Data published by the Stockholm International Peace Research Institute (SIPRI) on Monday show that Russia's military exports fell by 31 percent over the past five years when compared with the five years previous, threatening Moscow's position as the world's second most influential weapons dealer.

Russia's share of global arms exports fell from 22 to 16 percent between 2013-2017 and 2018-2022, leaving it far behind the U.S. which accounts for 40 percent of military exports, and only slightly ahead of France, which was the source of 11 percent of arms exports over the past five years.

SIPRI's latest data confirms Newsweek reporting from last year indicating a bleak trajectory bleak for Russian military exporters. "It's really substantial, but it's not really surprising," Siemon Wezeman, a senior SIPRI researcher, told Newsweek. "And it's not just because of what's happening in Ukraine in 2022; it's something that you could see coming."

The West has been working to isolate Russia since its invasion and annexation of Crimea—and its fomentation of unrest in Ukraine's Donbas region—since 2014. The effort has been supercharged since Russian troops again rolled into Ukrainian territory in February 2022. Led by Washington, D.C., Moscow's adversaries are chipping away at the Kremlin's customer base.

Meanwhile, the staggeringly high rates of Russian casualties and equipment losses in Ukraine are putting defense producers under pressure, as are the less-than-stellar performances of key Russian weapons platforms that appear unable to counter the most advanced NATO arms used by Ukrainian troops.

Denis Manturov, Russia's deputy prime minister of industry and trade, told Interfax last month that a "significant" portion of weapons being produced in the country are being directed to Ukrainian battlefields. "Their provision is our absolute priority, but even in these conditions we continue to work with our partners from friendly countries and fulfill our obligations," he said.

"There are different issues that Russia has to struggle with," Wezeman said. "One, of course, is the pressure from the U.S. and others—already ongoing since 2014—on potential customers and existing customers of Russia, to stop and not to buy Russian, and at the same time offering them alternative technology and alternative weapons.

"They did it very strongly with India, but they also do it with others.
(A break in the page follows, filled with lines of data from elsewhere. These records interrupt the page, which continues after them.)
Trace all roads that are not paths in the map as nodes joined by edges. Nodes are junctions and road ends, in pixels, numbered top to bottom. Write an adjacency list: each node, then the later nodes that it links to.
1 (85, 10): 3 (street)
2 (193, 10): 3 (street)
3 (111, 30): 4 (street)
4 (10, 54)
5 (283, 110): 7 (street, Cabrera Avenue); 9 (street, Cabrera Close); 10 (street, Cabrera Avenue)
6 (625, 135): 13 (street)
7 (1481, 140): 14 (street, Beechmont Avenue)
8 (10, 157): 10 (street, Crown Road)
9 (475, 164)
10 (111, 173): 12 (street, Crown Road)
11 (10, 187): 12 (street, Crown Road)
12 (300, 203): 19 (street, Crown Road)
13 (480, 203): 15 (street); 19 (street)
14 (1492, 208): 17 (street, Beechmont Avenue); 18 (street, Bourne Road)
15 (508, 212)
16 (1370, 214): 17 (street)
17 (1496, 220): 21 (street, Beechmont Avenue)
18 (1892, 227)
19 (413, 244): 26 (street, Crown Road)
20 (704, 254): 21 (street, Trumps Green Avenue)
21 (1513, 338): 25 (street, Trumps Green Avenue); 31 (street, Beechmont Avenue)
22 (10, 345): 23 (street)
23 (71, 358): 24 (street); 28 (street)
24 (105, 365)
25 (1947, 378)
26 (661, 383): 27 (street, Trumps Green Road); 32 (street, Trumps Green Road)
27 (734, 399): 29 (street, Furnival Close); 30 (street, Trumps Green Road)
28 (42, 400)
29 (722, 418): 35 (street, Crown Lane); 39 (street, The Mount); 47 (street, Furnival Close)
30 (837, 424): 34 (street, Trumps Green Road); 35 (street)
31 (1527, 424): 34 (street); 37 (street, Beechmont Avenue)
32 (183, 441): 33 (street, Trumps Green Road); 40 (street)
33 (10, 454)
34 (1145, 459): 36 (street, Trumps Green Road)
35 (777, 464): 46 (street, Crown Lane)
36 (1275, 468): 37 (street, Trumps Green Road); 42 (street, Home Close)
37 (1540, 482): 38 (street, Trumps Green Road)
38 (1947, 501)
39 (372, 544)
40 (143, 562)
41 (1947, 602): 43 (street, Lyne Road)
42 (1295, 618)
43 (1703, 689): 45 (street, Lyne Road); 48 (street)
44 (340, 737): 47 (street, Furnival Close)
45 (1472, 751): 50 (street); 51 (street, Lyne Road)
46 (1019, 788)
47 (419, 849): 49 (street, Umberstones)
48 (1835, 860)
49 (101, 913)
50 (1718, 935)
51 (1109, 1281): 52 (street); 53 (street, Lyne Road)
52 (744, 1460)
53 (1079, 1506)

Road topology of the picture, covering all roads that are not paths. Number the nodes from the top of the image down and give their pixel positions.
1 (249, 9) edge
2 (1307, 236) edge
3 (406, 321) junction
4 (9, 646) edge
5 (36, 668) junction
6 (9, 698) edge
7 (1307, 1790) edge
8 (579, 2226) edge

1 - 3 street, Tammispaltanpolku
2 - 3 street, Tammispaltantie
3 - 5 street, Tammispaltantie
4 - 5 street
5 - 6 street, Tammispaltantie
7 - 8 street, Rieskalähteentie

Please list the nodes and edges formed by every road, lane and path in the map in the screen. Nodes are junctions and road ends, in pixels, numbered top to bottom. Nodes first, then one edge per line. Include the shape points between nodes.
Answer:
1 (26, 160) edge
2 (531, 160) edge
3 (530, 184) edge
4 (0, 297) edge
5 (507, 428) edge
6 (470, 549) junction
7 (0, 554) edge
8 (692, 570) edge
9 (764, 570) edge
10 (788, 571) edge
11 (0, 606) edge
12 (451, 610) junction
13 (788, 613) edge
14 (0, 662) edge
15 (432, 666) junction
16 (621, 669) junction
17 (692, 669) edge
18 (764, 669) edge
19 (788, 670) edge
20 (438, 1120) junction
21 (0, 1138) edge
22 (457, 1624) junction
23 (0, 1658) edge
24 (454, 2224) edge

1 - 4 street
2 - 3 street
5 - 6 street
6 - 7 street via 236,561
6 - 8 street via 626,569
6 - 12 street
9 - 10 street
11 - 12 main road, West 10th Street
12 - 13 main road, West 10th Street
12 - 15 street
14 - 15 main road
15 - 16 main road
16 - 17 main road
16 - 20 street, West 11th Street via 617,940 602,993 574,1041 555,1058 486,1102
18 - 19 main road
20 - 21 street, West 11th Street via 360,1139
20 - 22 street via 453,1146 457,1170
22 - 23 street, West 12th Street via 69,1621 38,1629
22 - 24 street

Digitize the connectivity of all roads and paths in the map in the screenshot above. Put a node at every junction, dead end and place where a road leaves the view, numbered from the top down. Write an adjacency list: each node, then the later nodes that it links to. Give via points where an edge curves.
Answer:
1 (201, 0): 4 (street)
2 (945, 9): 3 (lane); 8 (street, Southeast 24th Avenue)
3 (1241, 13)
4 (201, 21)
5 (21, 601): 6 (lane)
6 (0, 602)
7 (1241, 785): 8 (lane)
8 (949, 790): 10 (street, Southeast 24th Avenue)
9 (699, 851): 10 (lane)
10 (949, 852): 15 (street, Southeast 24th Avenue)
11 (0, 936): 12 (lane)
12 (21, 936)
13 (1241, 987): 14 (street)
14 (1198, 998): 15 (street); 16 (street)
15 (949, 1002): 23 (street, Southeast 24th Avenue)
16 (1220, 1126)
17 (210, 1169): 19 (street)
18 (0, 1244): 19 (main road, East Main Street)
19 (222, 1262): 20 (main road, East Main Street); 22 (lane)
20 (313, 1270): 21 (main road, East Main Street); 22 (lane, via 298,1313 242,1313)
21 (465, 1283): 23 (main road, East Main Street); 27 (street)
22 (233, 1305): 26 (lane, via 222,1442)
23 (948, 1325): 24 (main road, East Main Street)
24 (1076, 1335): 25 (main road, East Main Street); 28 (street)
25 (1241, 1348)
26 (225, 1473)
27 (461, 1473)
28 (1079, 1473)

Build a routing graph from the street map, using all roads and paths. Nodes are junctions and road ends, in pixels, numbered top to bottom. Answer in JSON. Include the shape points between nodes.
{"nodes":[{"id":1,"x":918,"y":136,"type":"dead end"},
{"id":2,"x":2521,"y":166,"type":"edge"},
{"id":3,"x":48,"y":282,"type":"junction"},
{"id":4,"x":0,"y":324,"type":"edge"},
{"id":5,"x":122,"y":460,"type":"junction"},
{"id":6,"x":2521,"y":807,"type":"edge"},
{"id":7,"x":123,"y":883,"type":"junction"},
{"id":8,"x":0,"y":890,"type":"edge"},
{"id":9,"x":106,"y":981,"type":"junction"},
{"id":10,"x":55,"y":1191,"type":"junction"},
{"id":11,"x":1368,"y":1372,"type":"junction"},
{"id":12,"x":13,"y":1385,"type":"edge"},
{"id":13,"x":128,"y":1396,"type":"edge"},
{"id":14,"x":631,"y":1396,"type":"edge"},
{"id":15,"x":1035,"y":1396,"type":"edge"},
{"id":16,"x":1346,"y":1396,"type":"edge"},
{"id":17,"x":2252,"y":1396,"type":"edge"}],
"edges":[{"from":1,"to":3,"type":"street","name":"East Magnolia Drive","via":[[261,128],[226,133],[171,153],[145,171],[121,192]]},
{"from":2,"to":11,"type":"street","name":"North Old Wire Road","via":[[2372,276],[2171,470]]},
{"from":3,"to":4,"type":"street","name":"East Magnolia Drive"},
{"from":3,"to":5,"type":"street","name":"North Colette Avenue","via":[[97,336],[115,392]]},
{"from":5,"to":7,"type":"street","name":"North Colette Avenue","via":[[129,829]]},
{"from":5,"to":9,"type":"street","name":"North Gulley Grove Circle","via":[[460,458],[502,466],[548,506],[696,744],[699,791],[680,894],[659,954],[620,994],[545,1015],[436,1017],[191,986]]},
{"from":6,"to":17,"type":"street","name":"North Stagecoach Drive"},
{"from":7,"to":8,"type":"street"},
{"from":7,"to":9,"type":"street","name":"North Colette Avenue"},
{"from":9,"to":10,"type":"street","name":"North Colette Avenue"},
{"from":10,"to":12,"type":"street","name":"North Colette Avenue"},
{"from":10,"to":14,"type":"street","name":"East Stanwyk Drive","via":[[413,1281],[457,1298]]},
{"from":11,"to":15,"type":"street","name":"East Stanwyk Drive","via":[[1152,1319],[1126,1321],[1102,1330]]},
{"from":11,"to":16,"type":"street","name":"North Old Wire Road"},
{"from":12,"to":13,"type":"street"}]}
They've done it with Indonesia, and that led Indonesia to cancel an order of Russian combat aircraft. They've done it with Egypt, where it's not said so loud, but Egypt had an order for combat aircraft from Russia and that has gone. It's pretty obvious, I would say, that the U.S. pressured them."

The problem pre-dated the full-scale invasion of Ukraine, though has been exacerbated by President Vladimir Putin's revanchist gambit.

"They would still have those issues," Wezeman said. "The invasion, of course, adds to that because it's even more pressure from the U.S. and other states: 'Don't buy from Russia. You're either with us or you're against us. If you buy from Russia, you look like you're against us. And if you're with us, maybe we are willing to supply all kinds of wonderful technology.'"

"Maybe two years ago that would have been a bit iffy, but nowadays they are willing to do it," he added.